[Excerpts from a dataset]
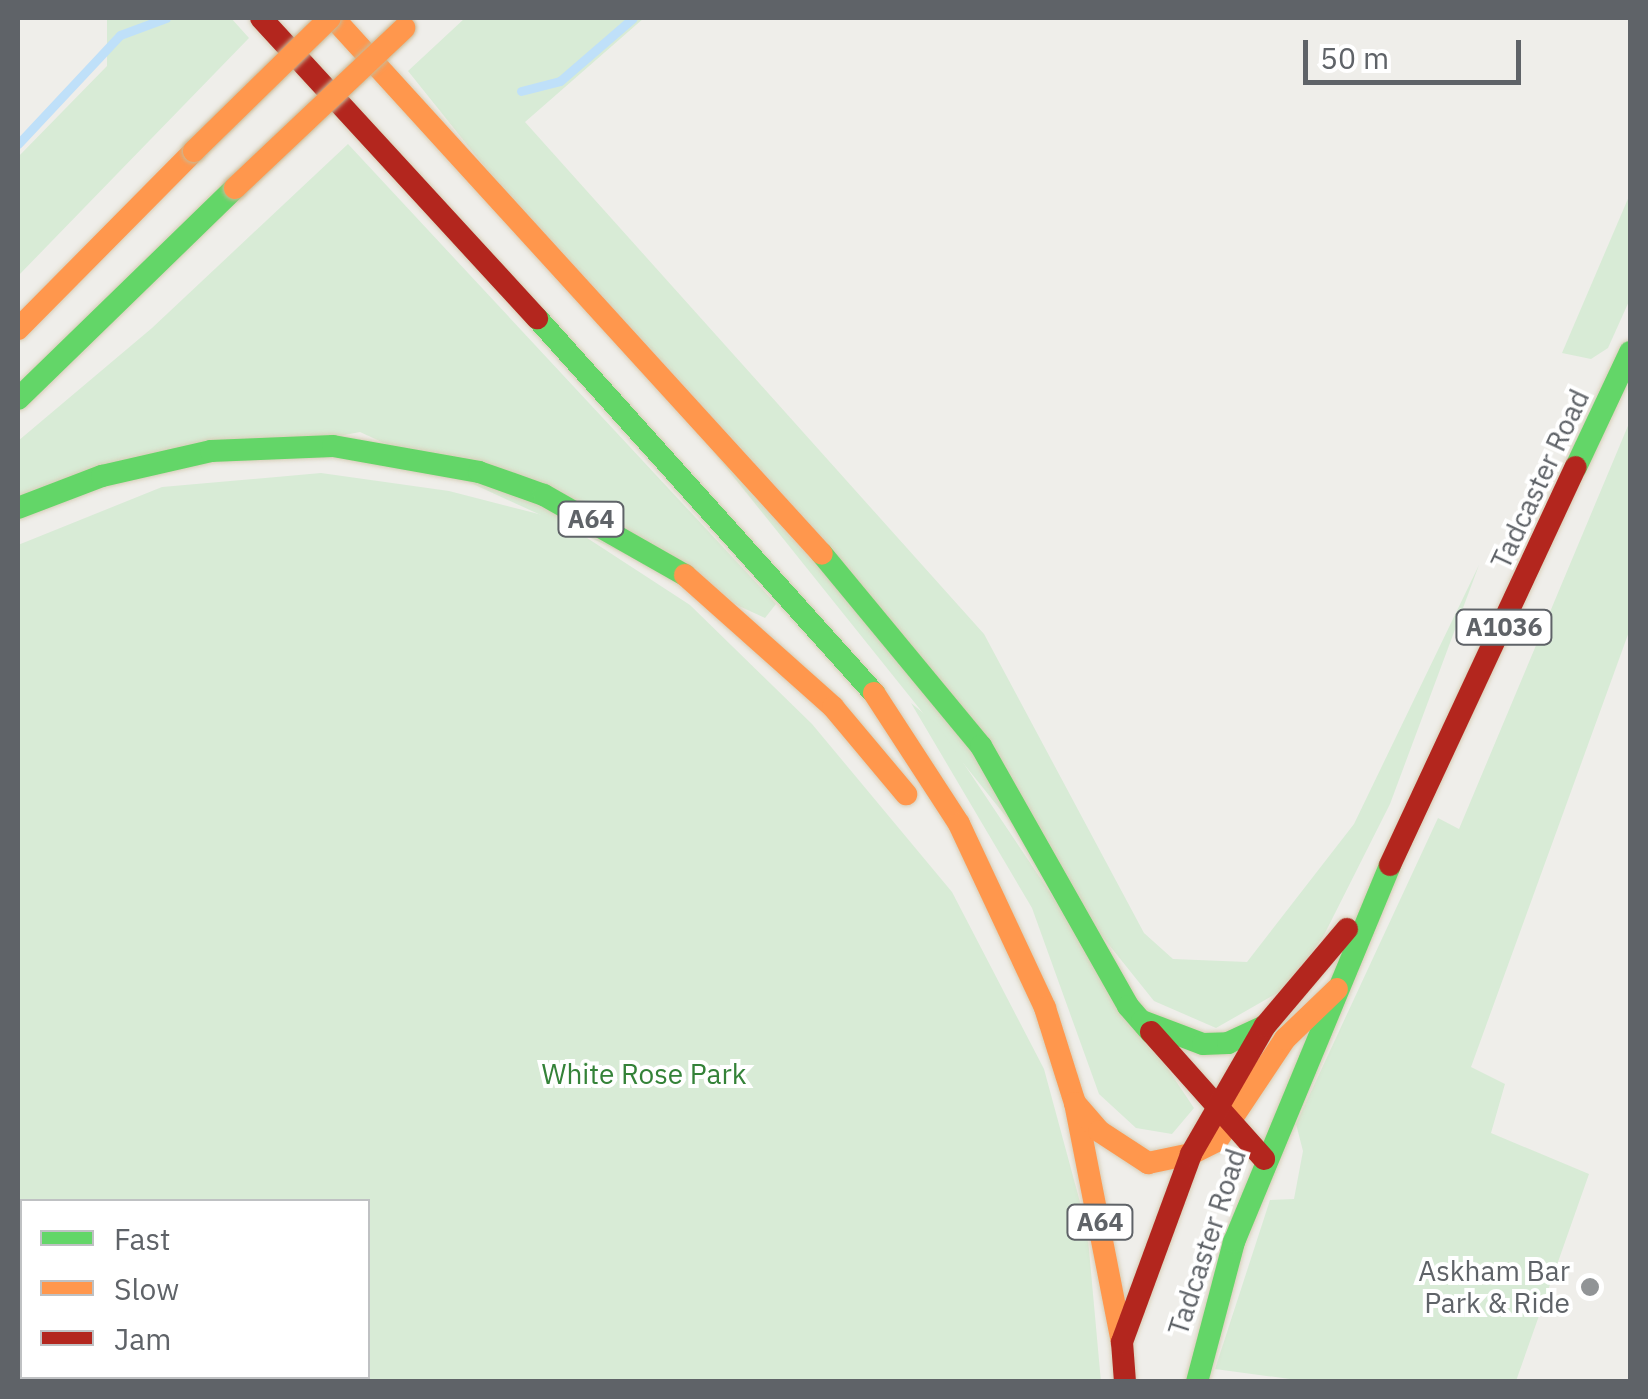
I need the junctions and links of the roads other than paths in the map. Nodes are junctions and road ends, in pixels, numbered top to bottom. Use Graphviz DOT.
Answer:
graph roads {
  1 [pos="261,18"];
  2 [pos="331,18"];
  3 [pos="410,22"];
  4 [pos="18,329"];
  5 [pos="1630,352"];
  6 [pos="18,399"];
  7 [pos="18,508"];
  8 [pos="1372,900"];
  9 [pos="1012,931"];
  10 [pos="1337,989"];
  11 [pos="1140,1020"];
  12 [pos="1265,1026"];
  13 [pos="1075,1103"];
  14 [pos="1215,1104"];
  15 [pos="1232,1124"];
  16 [pos="1191,1154"];
  17 [pos="1264,1159"];
  18 [pos="1122,1342"];
  19 [pos="1124,1382"];
  20 [pos="1197,1382"];
  1 -- 9 [label="main road, A64"];
  2 -- 4 [label="main road, bridge"];
  2 -- 11 [label="main road"];
  3 -- 6 [label="main road, bridge"];
  5 -- 8 [label="main road, Tadcaster Road / A1036"];
  7 -- 9 [label="main road, A64"];
  8 -- 10 [label="main road, Tadcaster Road / A1036"];
  8 -- 12 [label="main road, Tadcaster Road / A1036"];
  9 -- 13 [label="main road, A64"];
  10 -- 15 [label="main road"];
  10 -- 17 [label="main road, Tadcaster Road / A1036"];
  11 -- 12 [label="main road"];
  11 -- 14 [label="main road"];
  12 -- 14 [label="main road, Tadcaster Road / A1036"];
  13 -- 16 [label="main road, A64"];
  13 -- 18 [label="main road, A64"];
  14 -- 15 [label="main road"];
  14 -- 16 [label="main road, Tadcaster Road / A1036"];
  15 -- 16 [label="main road"];
  15 -- 17 [label="main road"];
  16 -- 18 [label="main road, Tadcaster Road / A1036"];
  17 -- 20 [label="main road, Tadcaster Road / A1036"];
  18 -- 19 [label="main road, Tadcaster Road / A1036"];
}
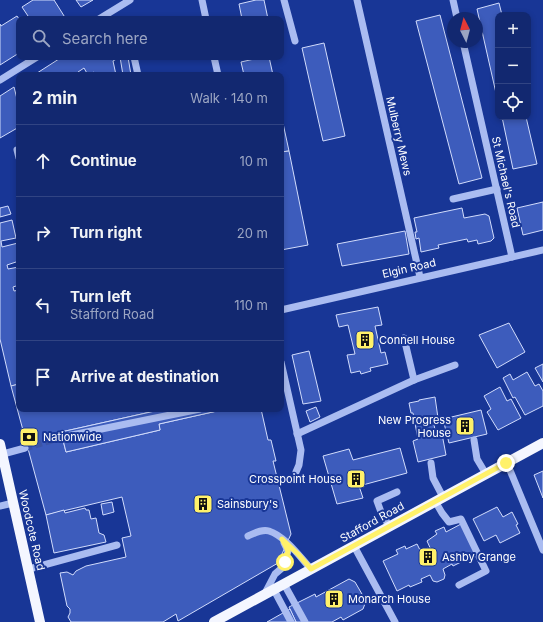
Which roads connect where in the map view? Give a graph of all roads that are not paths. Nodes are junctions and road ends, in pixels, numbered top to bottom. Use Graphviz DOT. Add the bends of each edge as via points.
graph roads {
  1 [pos="130,0"];
  2 [pos="202,0"];
  3 [pos="284,0"];
  4 [pos="357,0"];
  5 [pos="453,0"];
  6 [pos="456,12"];
  7 [pos="104,16"];
  8 [pos="205,16"];
  9 [pos="295,41"];
  10 [pos="464,48"];
  11 [pos="32,60"];
  12 [pos="135,60"];
  13 [pos="215,60"];
  14 [pos="137,72"];
  15 [pos="217,72"];
  16 [pos="0,80"];
  17 [pos="497,189"];
  18 [pos="453,199"];
  19 [pos="543,250"];
  20 [pos="512,257"];
  21 [pos="420,277"];
  22 [pos="284,309"];
  23 [pos="404,338"];
  24 [pos="455,365"];
  25 [pos="414,380"];
  26 [pos="284,392"];
  27 [pos="185,412"];
  28 [pos="297,434"];
  29 [pos="62,437"];
  30 [pos="474,440"];
  31 [pos="543,443"];
  32 [pos="0,444"];
  33 [pos="25,448"];
  34 [pos="3,454"];
  35 [pos="506,463"];
  36 [pos="431,464"];
  37 [pos="296,472"];
  38 [pos="486,474"];
  39 [pos="398,492"];
  40 [pos="439,499"];
  41 [pos="13,502"];
  42 [pos="0,506"];
  43 [pos="389,526"];
  44 [pos="248,536"];
  45 [pos="282,539"];
  46 [pos="117,545"];
  47 [pos="354,546"];
  48 [pos="543,550"];
  49 [pos="29,569"];
  50 [pos="311,569"];
  51 [pos="284,584"];
  52 [pos="459,586"];
  53 [pos="274,590"];
  54 [pos="264,595"];
  55 [pos="40,622"];
  56 [pos="214,622"];
  57 [pos="291,622"];
  58 [pos="304,622"];
  59 [pos="395,622"];
  1 -- 7 [label="street"];
  2 -- 8 [label="street"];
  3 -- 9 [label="street"];
  4 -- 21 [label="street, Mulberry Mews"];
  5 -- 6 [label="street"];
  10 -- 17 [label="street, St Michael's Road"];
  11 -- 16 [label="street"];
  12 -- 14 [label="street"];
  13 -- 15 [label="street"];
  17 -- 18 [label="street"];
  17 -- 20 [label="street, St Michael's Road"];
  19 -- 20 [label="street, Elgin Road"];
  20 -- 21 [label="street, Elgin Road"];
  21 -- 22 [label="street, Elgin Road"];
  23 -- 25 [label="street"];
  24 -- 25 [label="street"];
  25 -- 28 [label="street"];
  26 -- 28 [label="street"];
  27 -- 29 [label="street"];
  28 -- 37 [label="street" via="301,450"];
  30 -- 38 [label="street" via="477,459"];
  31 -- 35 [label="main road, Stafford Road"];
  32 -- 34 [label="main road, Woodcote Road"];
  33 -- 34 [label="street"];
  34 -- 41 [label="main road, Woodcote Road"];
  35 -- 38 [label="main road, Stafford Road"];
  35 -- 48 [label="street"];
  36 -- 40 [label="street"];
  38 -- 40 [label="main road, Stafford Road"];
  39 -- 43 [label="street" via="377,501"];
  40 -- 43 [label="main road, Stafford Road"];
  40 -- 52 [label="street" via="442,513 449,522 461,519 486,571"];
  41 -- 42 [label="street"];
  41 -- 49 [label="main road, Woodcote Road"];
  43 -- 47 [label="main road, Stafford Road"];
  44 -- 45 [label="street" via="269,531"];
  45 -- 50 [label="street"];
  45 -- 54 [label="street" via="288,551 285,562"];
  46 -- 49 [label="street"];
  47 -- 50 [label="main road, Stafford Road"];
  47 -- 59 [label="street"];
  49 -- 55 [label="main road, Woodcote Road"];
  50 -- 51 [label="main road, Stafford Road"];
  51 -- 53 [label="main road, Stafford Road"];
  51 -- 58 [label="street"];
  53 -- 54 [label="main road, Stafford Road"];
  53 -- 57 [label="street"];
  54 -- 56 [label="main road, Stafford Road"];
}
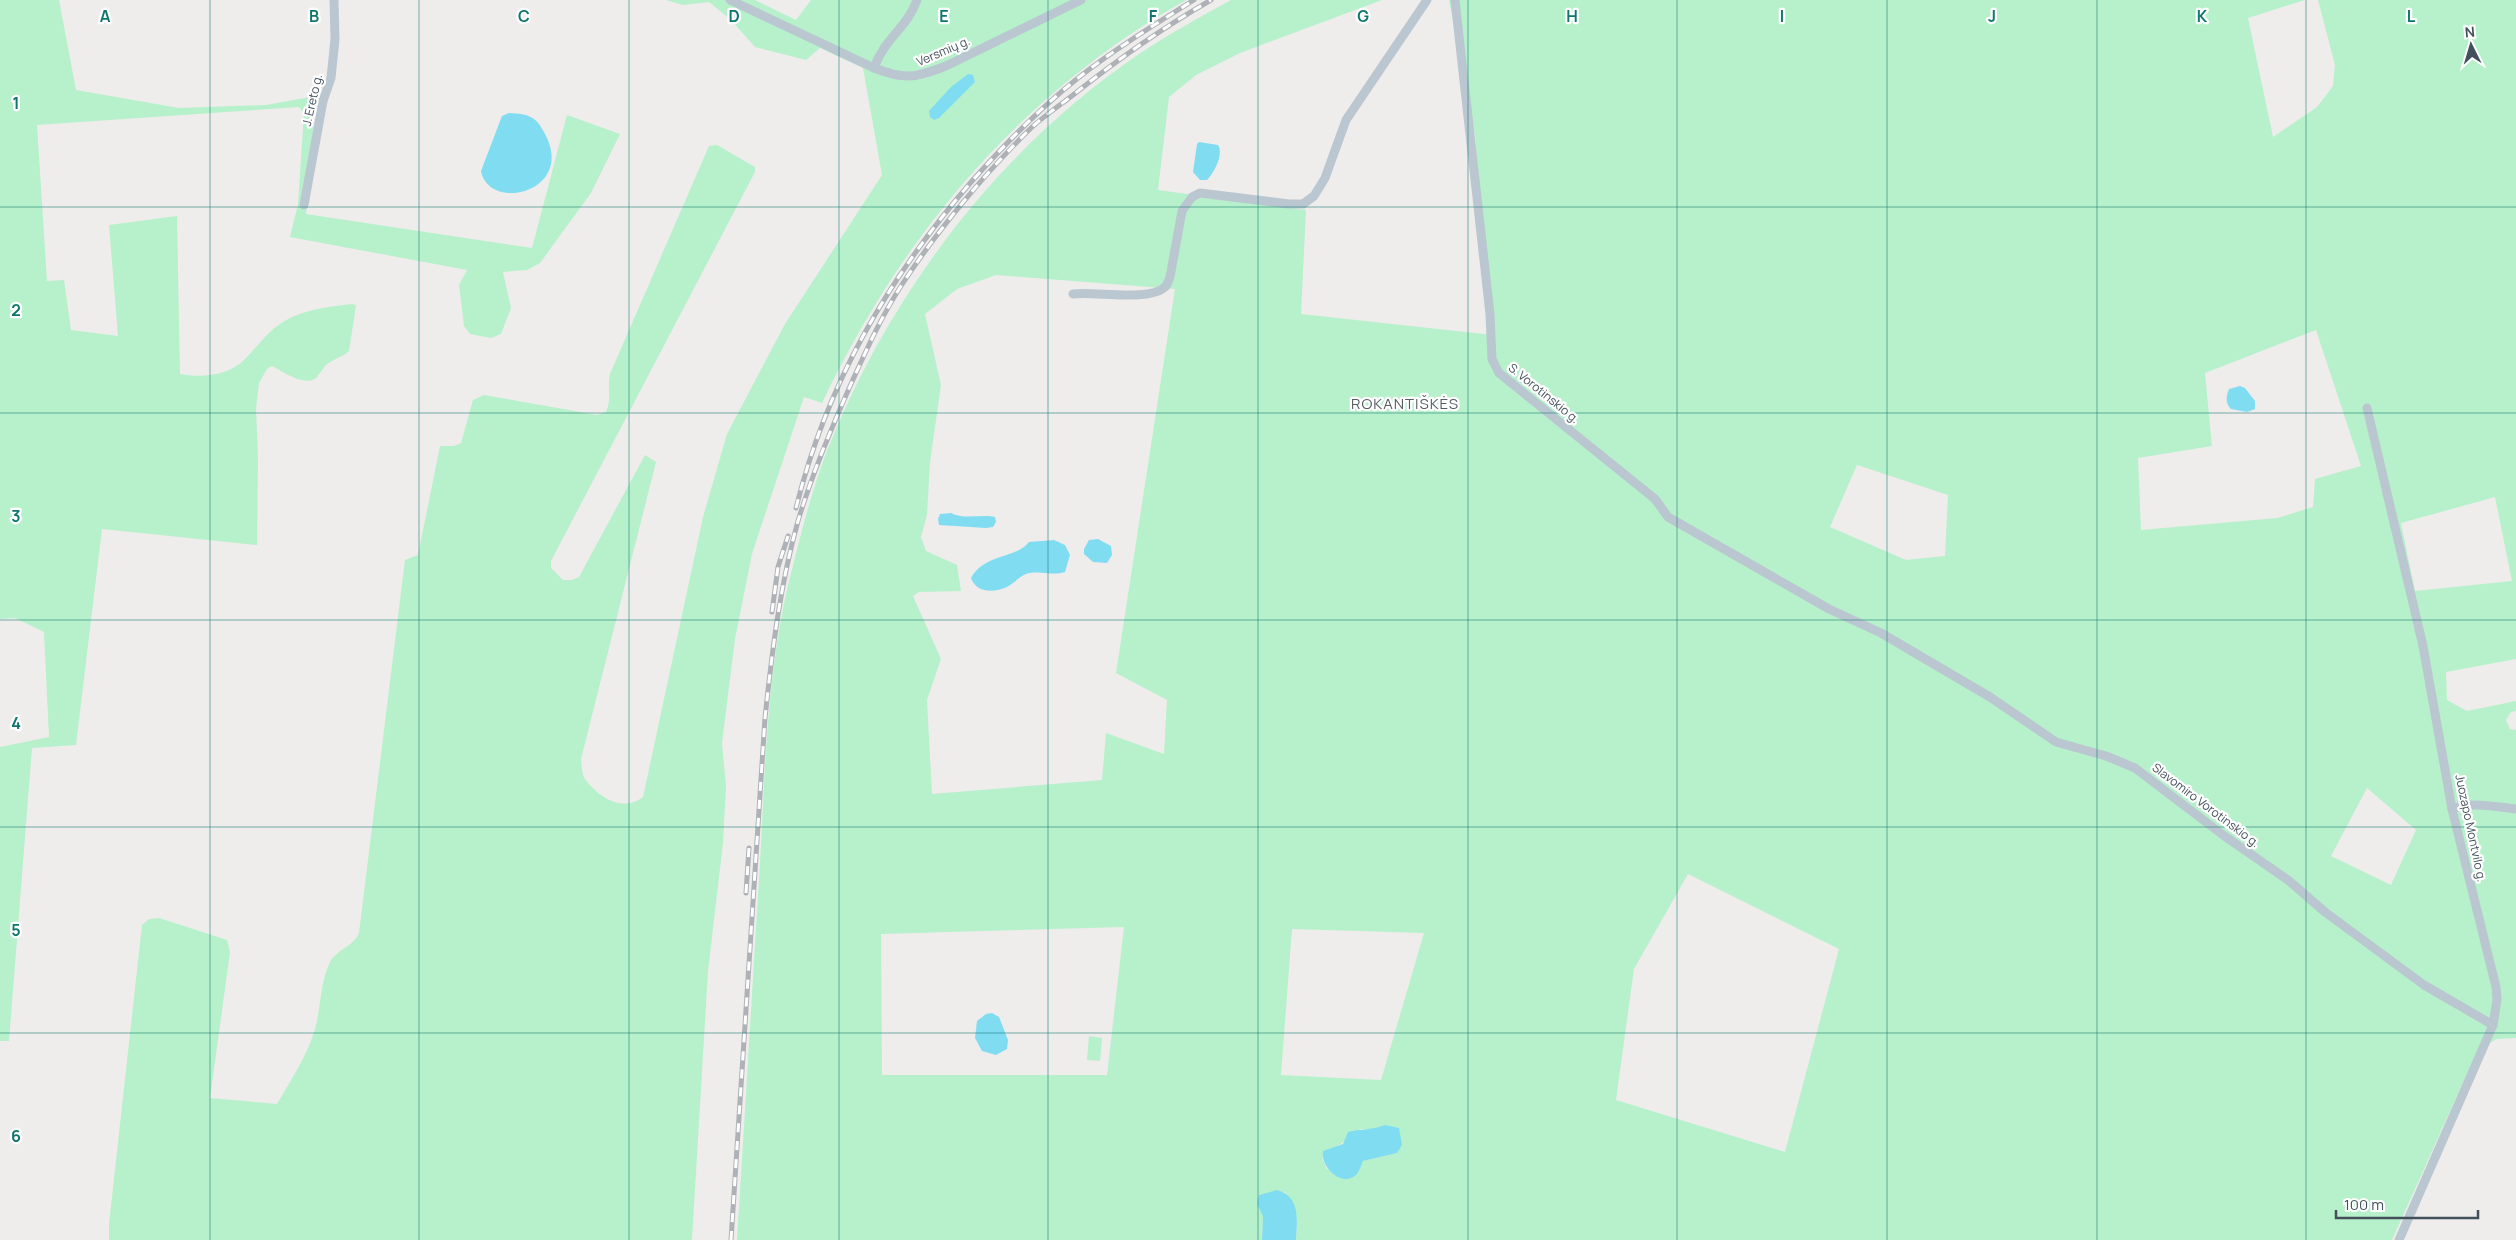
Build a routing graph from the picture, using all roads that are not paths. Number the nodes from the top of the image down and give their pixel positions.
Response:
1 (334, 0) edge
2 (730, 0) edge
3 (917, 0) edge
4 (1081, 0) edge
5 (1427, 0) edge
6 (1455, 0) edge
7 (874, 68) junction
8 (304, 205) dead end
9 (1073, 294) dead end
10 (2367, 408) dead end
11 (1806, 595) joint
12 (2452, 809) junction
13 (2516, 809) edge
14 (2492, 1025) junction
15 (2399, 1240) edge

1 - 8 street, J. Ereto g.
2 - 7 street, Versmių g.
3 - 7 street
4 - 7 street, Versmių g.
5 - 9 street
6 - 11 street, S. Vorotinskio g.
10 - 12 street, Juozapo Montvilo g.
11 - 14 street, Slavomiro Vorotinskio g.
12 - 13 street
12 - 14 street, Juozapo Montvilo g.
14 - 15 street, Juozapo Montvilo g.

§ **ASSIGNED TASK**
Starting from the line that contains "Build a routing", transcribe each line to the end of the records above. Please add nothing.

§ **RESPONSE**
Build a routing graph from the picture, using all roads that are not paths. Number the nodes from the top of the image down and give their pixel positions.
Response:
1 (334, 0) edge
2 (730, 0) edge
3 (917, 0) edge
4 (1081, 0) edge
5 (1427, 0) edge
6 (1455, 0) edge
7 (874, 68) junction
8 (304, 205) dead end
9 (1073, 294) dead end
10 (2367, 408) dead end
11 (1806, 595) joint
12 (2452, 809) junction
13 (2516, 809) edge
14 (2492, 1025) junction
15 (2399, 1240) edge

1 - 8 street, J. Ereto g.
2 - 7 street, Versmių g.
3 - 7 street
4 - 7 street, Versmių g.
5 - 9 street
6 - 11 street, S. Vorotinskio g.
10 - 12 street, Juozapo Montvilo g.
11 - 14 street, Slavomiro Vorotinskio g.
12 - 13 street
12 - 14 street, Juozapo Montvilo g.
14 - 15 street, Juozapo Montvilo g.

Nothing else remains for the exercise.